Runner up: Britney Spears, for selling 1.1 million copies of her memoir, The Woman in Me, in a week. Those are close to Prince Harry numbers (1.6 million) and would’ve been great for Paramount’s book division, Simon & Schuster—if KKR hadn’t also closed on its $1.62 billion acquisition this week.

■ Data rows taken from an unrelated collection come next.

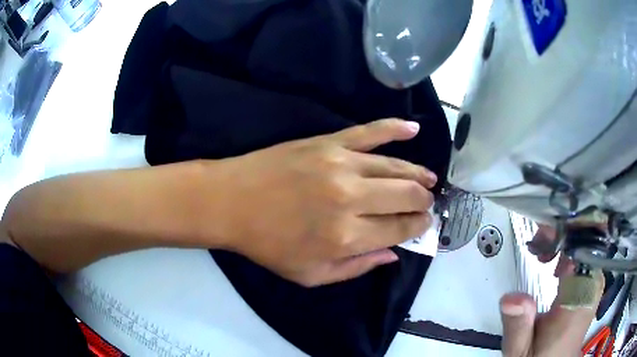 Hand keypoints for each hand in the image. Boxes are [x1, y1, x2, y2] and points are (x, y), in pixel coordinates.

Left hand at [209, 119, 435, 286]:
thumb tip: (393, 254)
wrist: (231, 201)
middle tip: (427, 203)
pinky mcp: (328, 142)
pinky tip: (414, 128)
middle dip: (423, 201)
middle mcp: (351, 199)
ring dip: (419, 174)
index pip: (399, 229)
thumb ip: (355, 269)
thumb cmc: (267, 244)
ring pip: (396, 167)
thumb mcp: (309, 275)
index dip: (418, 227)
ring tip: (430, 180)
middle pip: (406, 196)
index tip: (424, 224)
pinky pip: (370, 132)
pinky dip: (395, 128)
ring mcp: (341, 164)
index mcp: (346, 238)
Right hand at [500, 225, 603, 355]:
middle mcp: (592, 287)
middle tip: (539, 244)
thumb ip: (517, 326)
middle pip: (588, 240)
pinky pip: (587, 255)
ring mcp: (595, 284)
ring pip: (589, 244)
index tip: (540, 236)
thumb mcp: (520, 351)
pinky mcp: (592, 285)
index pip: (581, 249)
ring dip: (567, 241)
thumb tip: (511, 298)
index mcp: (578, 301)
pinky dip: (572, 251)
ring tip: (544, 255)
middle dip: (565, 232)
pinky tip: (556, 265)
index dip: (564, 232) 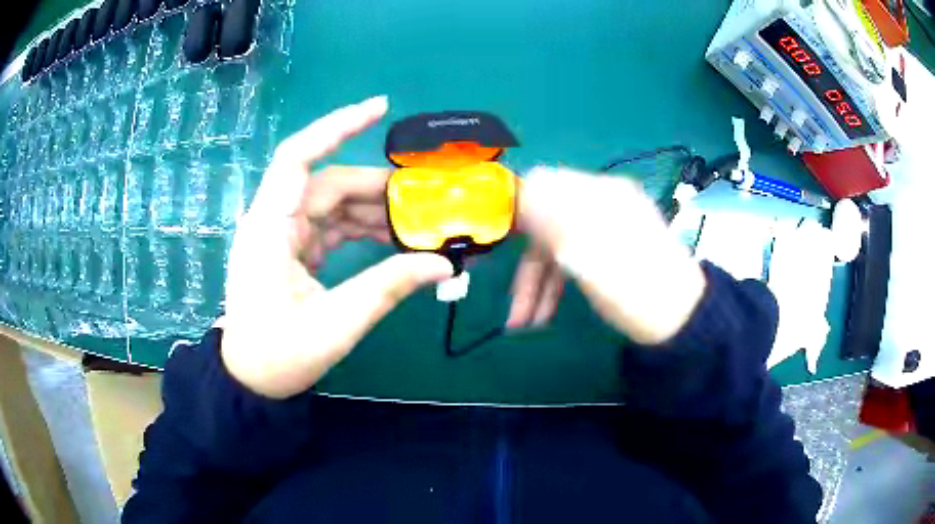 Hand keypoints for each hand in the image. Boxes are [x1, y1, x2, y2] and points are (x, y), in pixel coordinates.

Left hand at [222, 96, 453, 398]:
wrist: (250, 380)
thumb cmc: (279, 355)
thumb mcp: (336, 324)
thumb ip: (388, 287)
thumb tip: (443, 264)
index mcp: (269, 228)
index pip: (297, 158)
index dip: (336, 127)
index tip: (380, 109)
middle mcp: (272, 222)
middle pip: (325, 184)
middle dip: (374, 188)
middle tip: (423, 198)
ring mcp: (280, 236)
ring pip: (329, 205)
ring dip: (369, 211)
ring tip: (413, 224)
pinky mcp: (290, 251)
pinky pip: (328, 227)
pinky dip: (357, 229)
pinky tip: (389, 239)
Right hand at [512, 167, 705, 344]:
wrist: (680, 322)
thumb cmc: (634, 287)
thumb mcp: (586, 249)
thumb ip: (546, 213)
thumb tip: (509, 186)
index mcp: (600, 192)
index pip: (542, 182)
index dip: (511, 204)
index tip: (488, 235)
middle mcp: (601, 204)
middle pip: (545, 222)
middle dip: (523, 262)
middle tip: (503, 293)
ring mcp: (606, 230)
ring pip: (556, 247)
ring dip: (534, 283)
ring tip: (520, 323)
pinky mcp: (608, 254)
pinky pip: (570, 261)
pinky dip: (552, 286)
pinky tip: (541, 314) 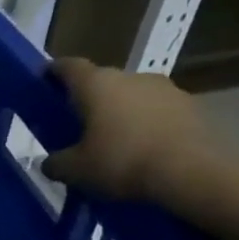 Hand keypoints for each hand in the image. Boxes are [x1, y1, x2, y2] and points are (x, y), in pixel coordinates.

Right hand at [42, 57, 221, 202]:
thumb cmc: (122, 162)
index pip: (68, 66)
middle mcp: (131, 77)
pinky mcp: (193, 107)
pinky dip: (147, 125)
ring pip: (132, 96)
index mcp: (96, 84)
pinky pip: (158, 112)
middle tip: (78, 124)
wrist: (193, 172)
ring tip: (114, 141)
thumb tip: (50, 162)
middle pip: (102, 82)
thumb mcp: (75, 171)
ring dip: (121, 112)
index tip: (45, 81)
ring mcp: (166, 89)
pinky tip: (143, 150)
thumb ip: (56, 163)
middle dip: (89, 99)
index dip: (54, 72)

Related: A couple people asked me how Michelle Williams, of all people, ended up doing the Britney audiobook narration that’s gone viral. Williams’ publicist Mara Buxbaum is married to Spears’ lawyer Mathew Rosengart, but that had nothing to do with it. Williams was simply on a publisher list of potential “gets,” she read the book and related to it (she was legally emancipated from her parents at age 15), and she said yes. I’m told Williams’ husband Tommy Kail (Hamilton) was very involved in directing the recording. Amazingly, despite her five Oscar noms, Williams has won only the Emmy of the EGOT awards (for Fosse/Verdon in 2019). So now the Grammy for Best Audio Book, Narration & Storytelling Recording—the same award that just got Viola Davis her EGOT—will probably be Williams’ second on that path.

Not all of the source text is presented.